I turned. At the far entrance, between two djigits, Hugh d'Ambray strode into the hall.
Chapter 7
This wasn't happening. This was a hallucination, caused by stress. Hugh d'Ambray, Roland's warlord, wasn't here. He was back in the United States serving my biological father. This was his long-lost twin with the same height, build, and hair, who knew nothing about me.
Hugh looked straight at me and smiled. It was the smile of a fisherman who'd just pulled a prized catch out of the water and into his boat.
No, it was him. All this time I'd been breaking my brain trying to figure out what Curran or the Pack had done to be targeted for this trap. It wasn't Curran or the Pack. It was me.

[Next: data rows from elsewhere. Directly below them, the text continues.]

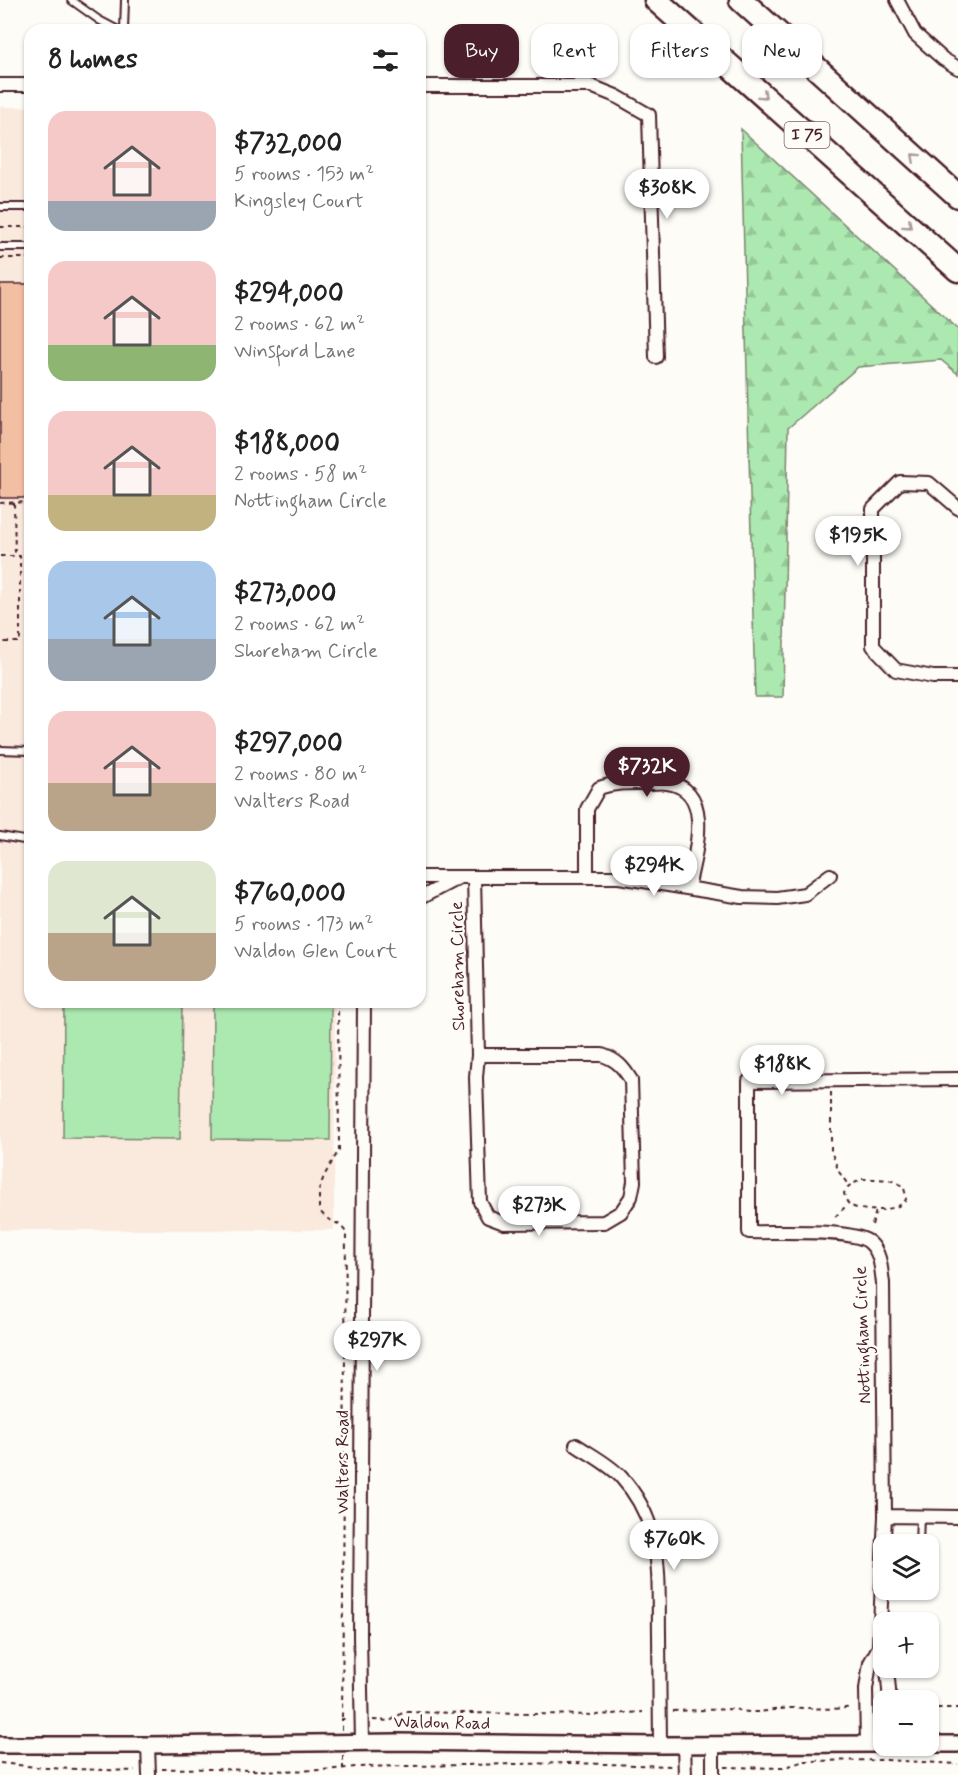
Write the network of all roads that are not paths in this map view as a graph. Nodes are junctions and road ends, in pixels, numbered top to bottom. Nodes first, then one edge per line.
1 (71, 0) edge
2 (125, 0) edge
3 (656, 0) edge
4 (741, 0) edge
5 (897, 0) edge
6 (107, 24) edge
7 (124, 24) edge
8 (958, 68) edge
9 (0, 85) edge
10 (24, 85) edge
11 (426, 86) edge
12 (958, 196) edge
13 (0, 207) edge
14 (24, 207) edge
15 (0, 247) edge
16 (24, 247) edge
17 (958, 270) edge
18 (656, 357) dead end
19 (958, 508) edge
20 (958, 676) edge
21 (0, 750) edge
22 (24, 751) edge
23 (0, 836) edge
24 (24, 840) edge
25 (830, 875) dead end
26 (587, 876) junction
27 (426, 877) edge
28 (474, 877) junction
29 (460, 878) junction
30 (688, 888) junction
31 (426, 895) edge
32 (364, 1008) edge
33 (478, 1055) junction
34 (958, 1078) edge
35 (576, 1445) dead end
36 (885, 1516) junction
37 (920, 1516) junction
38 (958, 1517) edge
39 (885, 1534) edge
40 (920, 1534) edge
41 (873, 1660) edge
42 (362, 1742) junction
43 (0, 1744) edge
44 (867, 1744) junction
45 (873, 1744) edge
46 (939, 1744) edge
47 (958, 1744) edge
48 (148, 1745) junction
49 (660, 1745) junction
50 (684, 1745) junction
51 (713, 1745) junction
52 (149, 1773) edge
53 (685, 1775) edge
54 (713, 1775) edge

1 - 6 lane
2 - 7 lane
3 -> 17 highway, I 75
12 -> 4 highway
5 - 8 street
9 - 10 street
11 - 18 street
13 - 14 lane
15 - 16 lane
19 - 20 street
21 - 22 lane
23 - 24 lane
25 - 30 street
26 - 28 street
26 - 30 street
26 - 30 street
27 - 29 street
28 - 29 street
28 - 33 street, Shoreham Circle
29 - 31 street
32 - 42 street, Walters Road
33 - 33 street, Shoreham Circle
34 - 36 street, Nottingham Circle
35 - 49 street
36 - 37 street
36 - 39 street, Nottingham Circle
37 - 38 street
37 - 40 lane
41 - 44 street, Nottingham Circle
42 - 48 street, Waldon Road
42 - 49 street, Waldon Road
43 - 48 street, Waldon Road
44 - 45 street, Waldon Road
44 - 51 street, Waldon Road
46 - 47 street
48 - 52 street
49 - 50 street, Waldon Road
50 - 51 street, Waldon Road
50 - 53 street
51 - 54 street

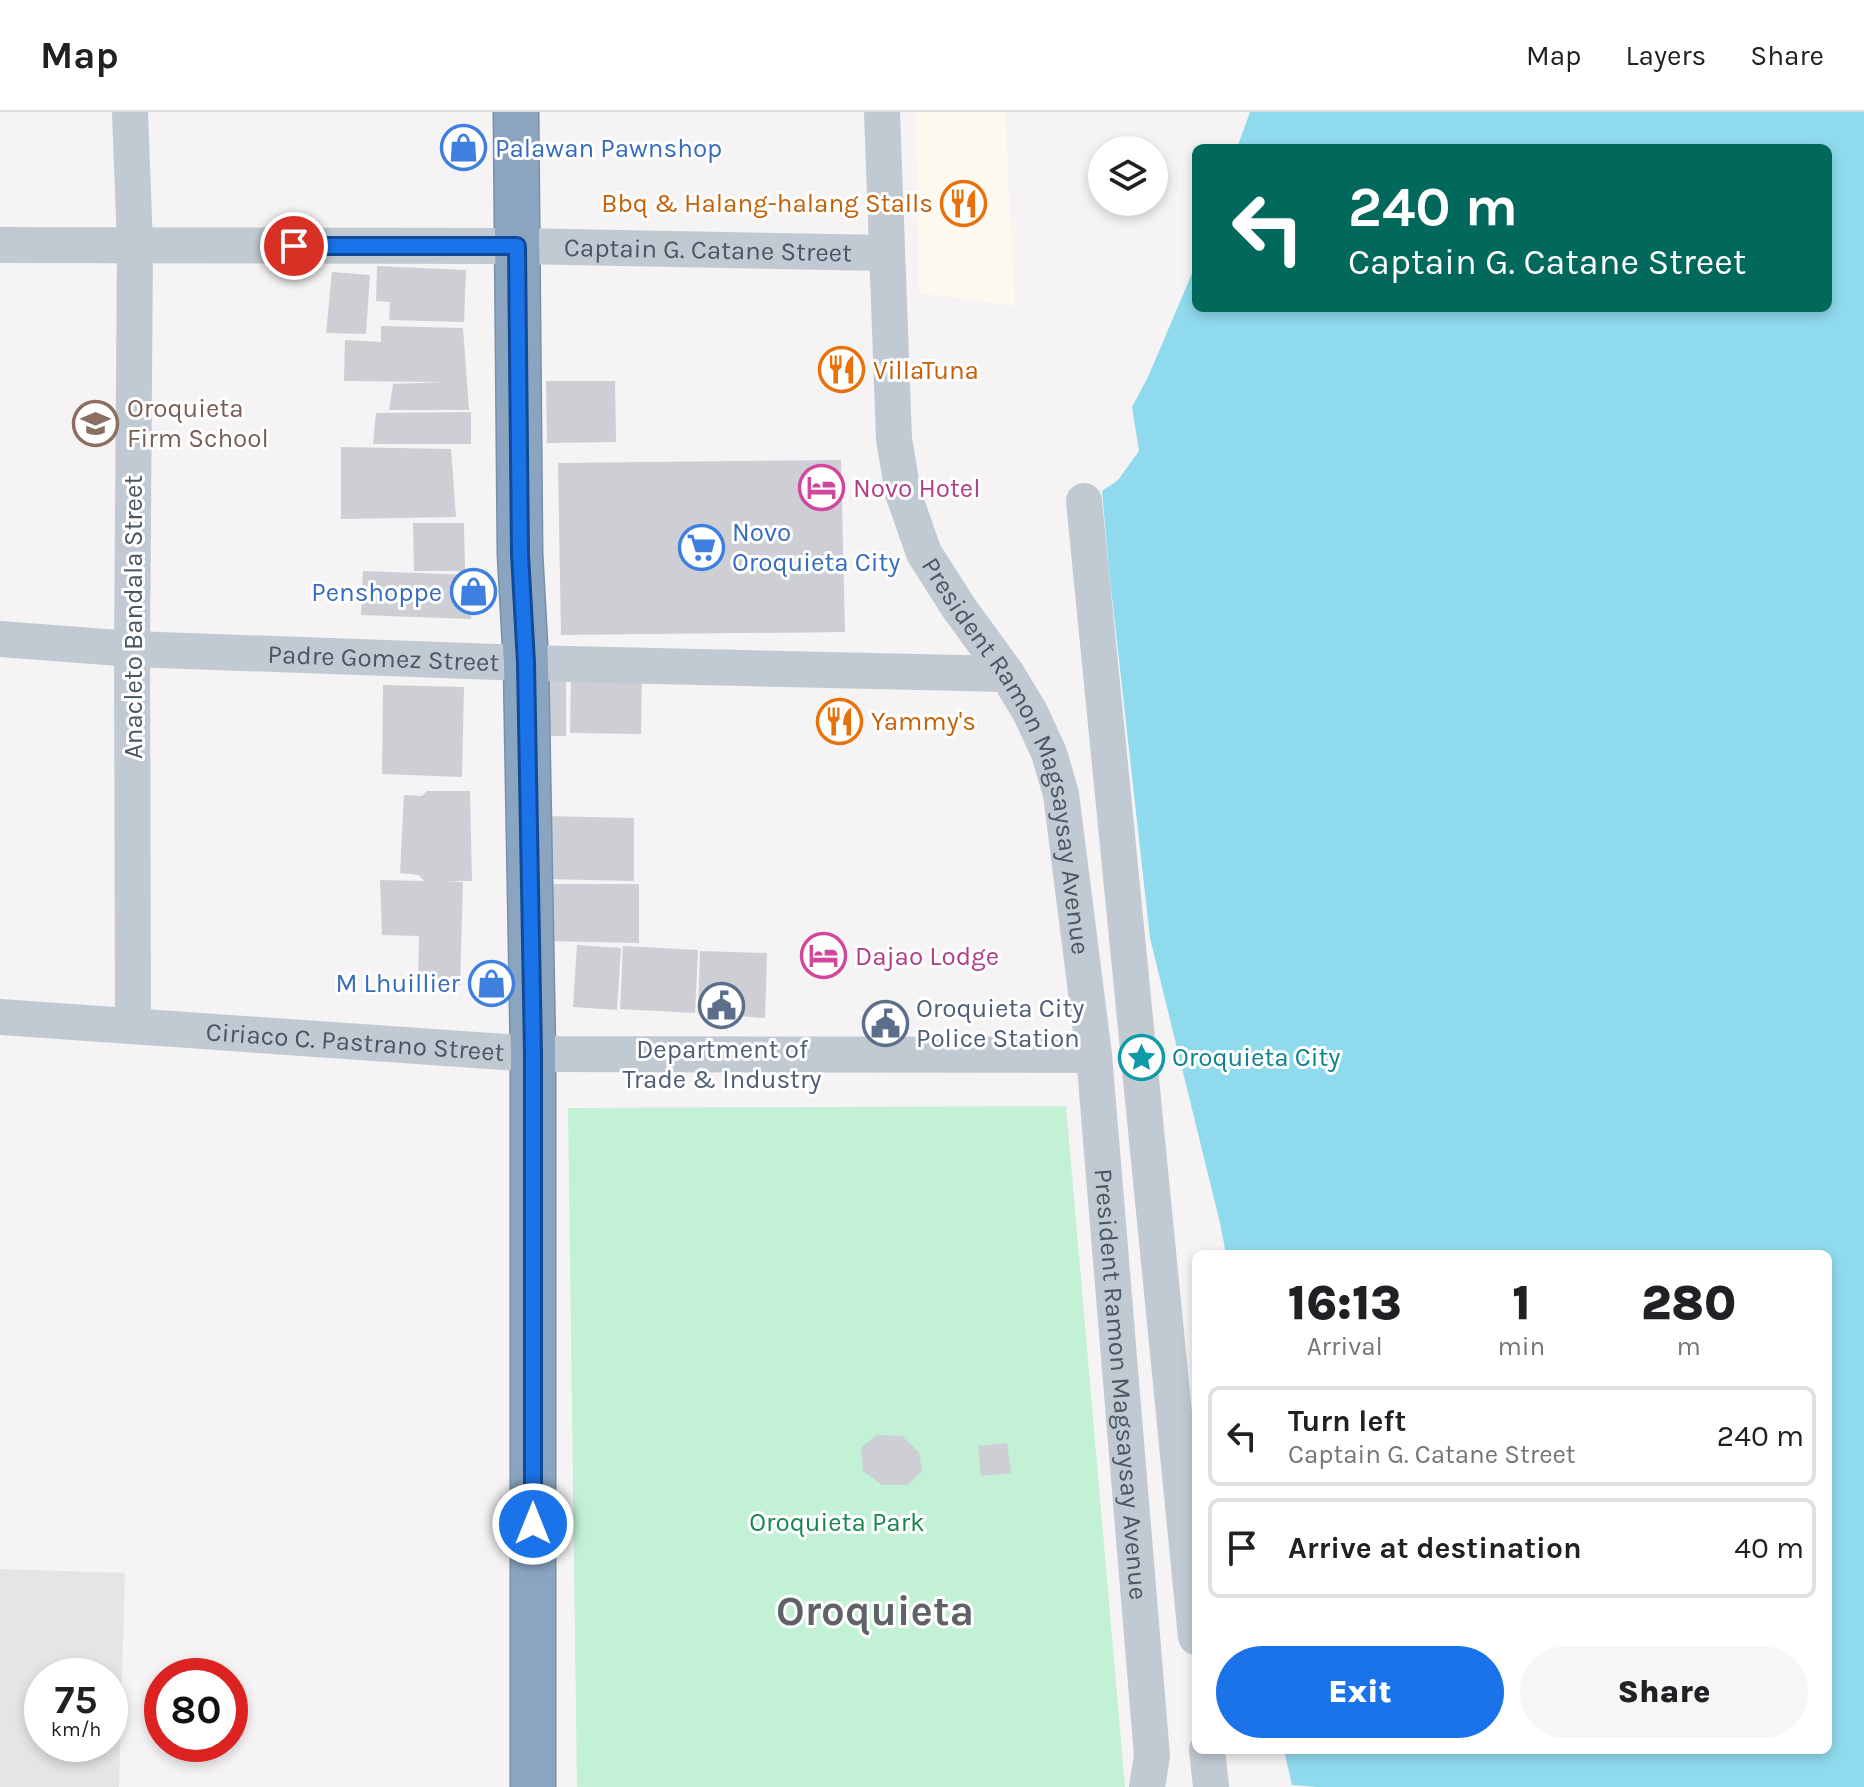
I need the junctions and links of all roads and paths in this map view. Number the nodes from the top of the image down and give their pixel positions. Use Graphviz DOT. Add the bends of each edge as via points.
graph roads {
  1 [pos="130,112"];
  2 [pos="516,112"];
  3 [pos="882,112"];
  4 [pos="0,245"];
  5 [pos="135,245"];
  6 [pos="517,246"];
  7 [pos="887,253"];
  8 [pos="1084,501"];
  9 [pos="0,639"];
  10 [pos="132,649"];
  11 [pos="526,663"];
  12 [pos="1007,674"];
  13 [pos="0,1017"];
  14 [pos="133,1026"];
  15 [pos="533,1054"];
  16 [pos="1094,1055"];
  17 [pos="1192,1596"];
  18 [pos="1207,1754"];
  19 [pos="533,1787"];
  20 [pos="1147,1787"];
  21 [pos="1211,1787"];
  1 -- 5 [label="street, Anacleto Bandala Street"];
  2 -- 6 [label="highway"];
  3 -- 7 [label="street, President Ramon Magsaysay Avenue"];
  4 -- 5 [label="street, Captain G. Catane Street"];
  5 -- 6 [label="street, Captain G. Catane Street"];
  5 -- 10 [label="street, Anacleto Bandala Street"];
  6 -- 7 [label="street, Captain G. Catane Street"];
  6 -- 11 [label="highway"];
  7 -- 12 [label="street, President Ramon Magsaysay Avenue" via="894,439 903,493 924,553"];
  8 -- 17 [label="street"];
  9 -- 10 [label="street, Padre Gomez Street"];
  10 -- 11 [label="street, Padre Gomez Street"];
  10 -- 14 [label="street, Anacleto Bandala Street"];
  11 -- 12 [label="street, Padre Gomez Street"];
  11 -- 15 [label="highway"];
  12 -- 16 [label="street, President Ramon Magsaysay Avenue" via="1049,753 1061,794"];
  13 -- 14 [label="street, Ciriaco C. Pastrano Street"];
  14 -- 15 [label="street, Ciriaco C. Pastrano Street"];
  15 -- 16 [label="street, Ciriaco C. Pastrano Street"];
  15 -- 19 [label="highway"];
  16 -- 20 [label="street, President Ramon Magsaysay Avenue" via="1152,1756"];
  18 -- 21 [label="street"];
}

"Please rise for the lord of the castle," the same man called out.
People around me stood up. I locked my teeth and forced myself to move. Curran was squeezing my hand so hard it hurt.
Damn it all to hell. Could I not catch a break just once in my life?
Hugh waved. His voice carried through the hall, a kind of voice that could be quiet and intimate or cut through the clamor of a battle. "Sit, please. No need for formality, we're all friends here."
He was real. He was here. Adrenaline rushed through me, sending electric needles through my fingertips. If he thought I would roll over and give up without a fight, he would be deeply disappointed.
Everyone at our side of the table went very still. They were all watching Curran and me, and they realized something was really wrong. Andrea's face turned chalk-white. She recognized d'Ambray. Before she left the Order of Merciful Aid, she had climbed high enough in its ranks to receive briefings about Roland, who was considered the greatest danger the Order would eventually face. She watched Hugh the way one watched a rabid dog. Raphael leaned closer to her, his eyes fixed on Hugh as well. He knew, too. She must've told him.
Hugh crossed the hall, coming toward us. Tall, at least two inches over six feet, he was muscled like a Roman gladiator, and his suit failed to hide it. He moved with perfect balance, gliding as if his joints were liquid. Before my mother and Voron had run off, Hugh had been Voron's protege. My adoptive father trained him, honing him into the perfect general to lead Roland's armies. Fighting Hugh would be like fighting my father. It would be the second-hardest fight of my life. The first would be my real father.
I scanned the doorways. No troops. Hugh hadn't called in the reinforcements. Did he think he could take me and Curran by himself?